Cessons ces échanges puérils. Entre personne de bonnes vies, nous savons que le temps est un outil précieux. »

La Black Squad.

C’était une membre de la Black Squad. La Police des Polices, qui n’avait pour loi que la leur. Surveillant les Deux Mondes, l’écoutant chaque instant, ils ont fait disparaître des gens, créé ou fait tomber des états, façonnant dans l’ombre la politique de Shiraz Tantra depuis des millénaires.

Serrant sa canne, la main de L’Homme trembla. « Nous », que La Lumière lui vienne en aide, la Black Squad avait tourné son regard vers lui.

Cela n’avait durée qu’un instant, mais la faiblesse l’avait frappé. La chausseuse l’avait vu, son sourire ne fit que grandir. Maintenant les choses étaient plus claires, la proie se savait acculée, il ne restait plus qu’à la ferrer. Li Sang d’Eté s’en délecta.

« Je n’ai aucun compte à rendre aux gens de votre espèce Blackeux !

Vous pensez savoir qui je suis ? Me respectez ? Respectez-vous aussi le Haut Prêtre ?!

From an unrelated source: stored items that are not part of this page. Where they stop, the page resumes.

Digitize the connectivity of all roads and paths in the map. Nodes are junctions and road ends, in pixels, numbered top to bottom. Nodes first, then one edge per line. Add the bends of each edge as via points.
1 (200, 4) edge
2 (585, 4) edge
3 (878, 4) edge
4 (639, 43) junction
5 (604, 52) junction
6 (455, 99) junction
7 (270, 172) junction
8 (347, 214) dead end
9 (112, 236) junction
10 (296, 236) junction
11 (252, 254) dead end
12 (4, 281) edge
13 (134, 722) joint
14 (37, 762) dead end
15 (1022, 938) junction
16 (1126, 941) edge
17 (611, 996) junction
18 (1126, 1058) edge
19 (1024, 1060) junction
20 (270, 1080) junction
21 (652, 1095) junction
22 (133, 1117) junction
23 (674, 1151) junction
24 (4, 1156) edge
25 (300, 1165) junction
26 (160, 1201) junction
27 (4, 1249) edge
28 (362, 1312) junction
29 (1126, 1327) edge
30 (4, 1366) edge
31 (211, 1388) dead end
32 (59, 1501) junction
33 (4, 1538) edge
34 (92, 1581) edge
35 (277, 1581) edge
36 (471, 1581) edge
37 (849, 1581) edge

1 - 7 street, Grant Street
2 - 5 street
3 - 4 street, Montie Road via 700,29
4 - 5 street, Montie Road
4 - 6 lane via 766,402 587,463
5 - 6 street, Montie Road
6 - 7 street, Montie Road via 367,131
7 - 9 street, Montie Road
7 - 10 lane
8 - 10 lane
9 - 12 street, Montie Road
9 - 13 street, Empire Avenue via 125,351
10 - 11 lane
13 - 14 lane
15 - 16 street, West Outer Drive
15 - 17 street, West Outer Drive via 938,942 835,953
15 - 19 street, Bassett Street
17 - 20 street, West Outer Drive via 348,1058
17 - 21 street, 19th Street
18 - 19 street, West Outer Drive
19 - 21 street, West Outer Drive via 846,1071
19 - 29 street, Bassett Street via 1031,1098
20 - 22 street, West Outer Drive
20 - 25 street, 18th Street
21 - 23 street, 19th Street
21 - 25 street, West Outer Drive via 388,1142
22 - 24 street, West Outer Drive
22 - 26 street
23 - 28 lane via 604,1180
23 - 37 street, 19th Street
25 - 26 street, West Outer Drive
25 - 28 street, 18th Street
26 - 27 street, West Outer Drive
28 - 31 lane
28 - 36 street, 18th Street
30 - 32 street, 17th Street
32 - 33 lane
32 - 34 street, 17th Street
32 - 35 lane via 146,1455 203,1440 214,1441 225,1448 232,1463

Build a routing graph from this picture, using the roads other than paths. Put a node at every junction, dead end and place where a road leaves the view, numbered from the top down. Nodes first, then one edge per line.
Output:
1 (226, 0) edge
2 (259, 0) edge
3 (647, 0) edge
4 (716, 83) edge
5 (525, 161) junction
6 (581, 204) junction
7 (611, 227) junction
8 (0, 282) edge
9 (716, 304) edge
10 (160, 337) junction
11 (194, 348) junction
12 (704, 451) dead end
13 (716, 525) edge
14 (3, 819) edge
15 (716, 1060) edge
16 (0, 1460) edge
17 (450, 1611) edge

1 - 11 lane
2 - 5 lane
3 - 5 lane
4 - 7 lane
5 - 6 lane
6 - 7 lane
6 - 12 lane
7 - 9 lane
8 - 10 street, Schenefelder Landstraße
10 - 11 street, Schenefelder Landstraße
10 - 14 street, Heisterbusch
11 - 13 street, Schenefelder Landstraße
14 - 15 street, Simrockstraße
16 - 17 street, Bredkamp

Je suis Citoyen Du Monde et un ami de Tyr’Ion Avel’O’r’n ! Heureusement que vous ’avez pas eu la bêtise de m’enfermer dans votre Fort ! Il vous en aurait coûté ! »

Ne pouvant contenir son plaisir, Li Sang d’Eté laissa échapper un léger rire, jolie scintillement cristallin, terrifiant par son innocence.

« Monsieur M, en effet Nous ignorions cela. Mais il n’est point nécessaire de déranger votre prestigieux « ami » pour une simple conversation.
Bien que cela soit plaisant de vous voir bataillez mettons fin à vos craintes.

Nous ne sommes pas venus vous mettre en stase Monsieur M. Votre nature Immortel n’est pas le sujet de Notre visite, ni aucunes vos petites démêlés avec le Mal Nommé. »

Grave erreur. Il avait succombé. Il avait perdu le contrôle, ses mots lui avaient échappé. Ou était-ce elle qui les avait capturés ?

Inconsciemment, L’Homme serra sa canne. La pierre ornant à son sommet aurait dû le protéger de toute intrusion psychique. Devait-il l’armer ? Il modifia sa posture.

S’il devait tirer, il n’aurait qu’une seule occasion. L’atout dans sa manche, Blackeux ou pas, elle en crèverait. Cela marquerait la fin de Monsieur M et de sa dynastie.

Retour à la case départ.

Mais L’Homme peut se refaire, n’importe où. Il avait de la ressource. Cette ère était la sienne.

Et Surtout…

Le temps était son allié.

« Monsieur M, je ne voudrais pas vous manquer d’égard. Vous êtes réputé dans votre corps de métiers pour votre professionnalisme. Vous devriez donc savoir que tous échanges de services entre individus éduqués s’accompagnent toujours de bénéfices partagés.

Il serait malavisé de mettre fin à notre potentielle transaction sans en avoir écouté les termes.

Monsieur M, ne prenez pas de décision regrettable.
Nous apprécions votre travail et ne demandons qu’à vous soutenir davantage. »

Est-elle venue seule ? C’était le terme le plus important du contrat présenté.

Elle inondait le salon de sa confiance. Que La Lumière la brule ! Elle était persuadée de pouvoir le maîtriser. Pourquoi ? Seule ou pas ?

Elle savait qui il était. C’était la Black Squad, bien sûr qu’elle savait et elle pensait pouvoir le terrasser ?

Lui ?
Si facilement, qu’elle s’était permise de rire de lui, de le menacer sous son propre toit.

Seule ou pas, ils ne savaient rien.
Rien.

La colère, la rage, ses bonnes amies glissèrent sous sa peau, firent bouillir son sang, affutèrent ses pupilles.

Enfin.

Enfin, il avait repris le contrôle.

Il s’enfonça dans son fauteuil, à l’aise, après tout il était chez lui.

« Vous êtes venue pour une transaction ? Pourquoi vous n’l’avez pas dit de suite !

Erwin une collation ! Y fait soif ! Ça va taffer sévère ! Ramène aussi mon tabac ! »

Il claqua des doigts, prêts à négocier.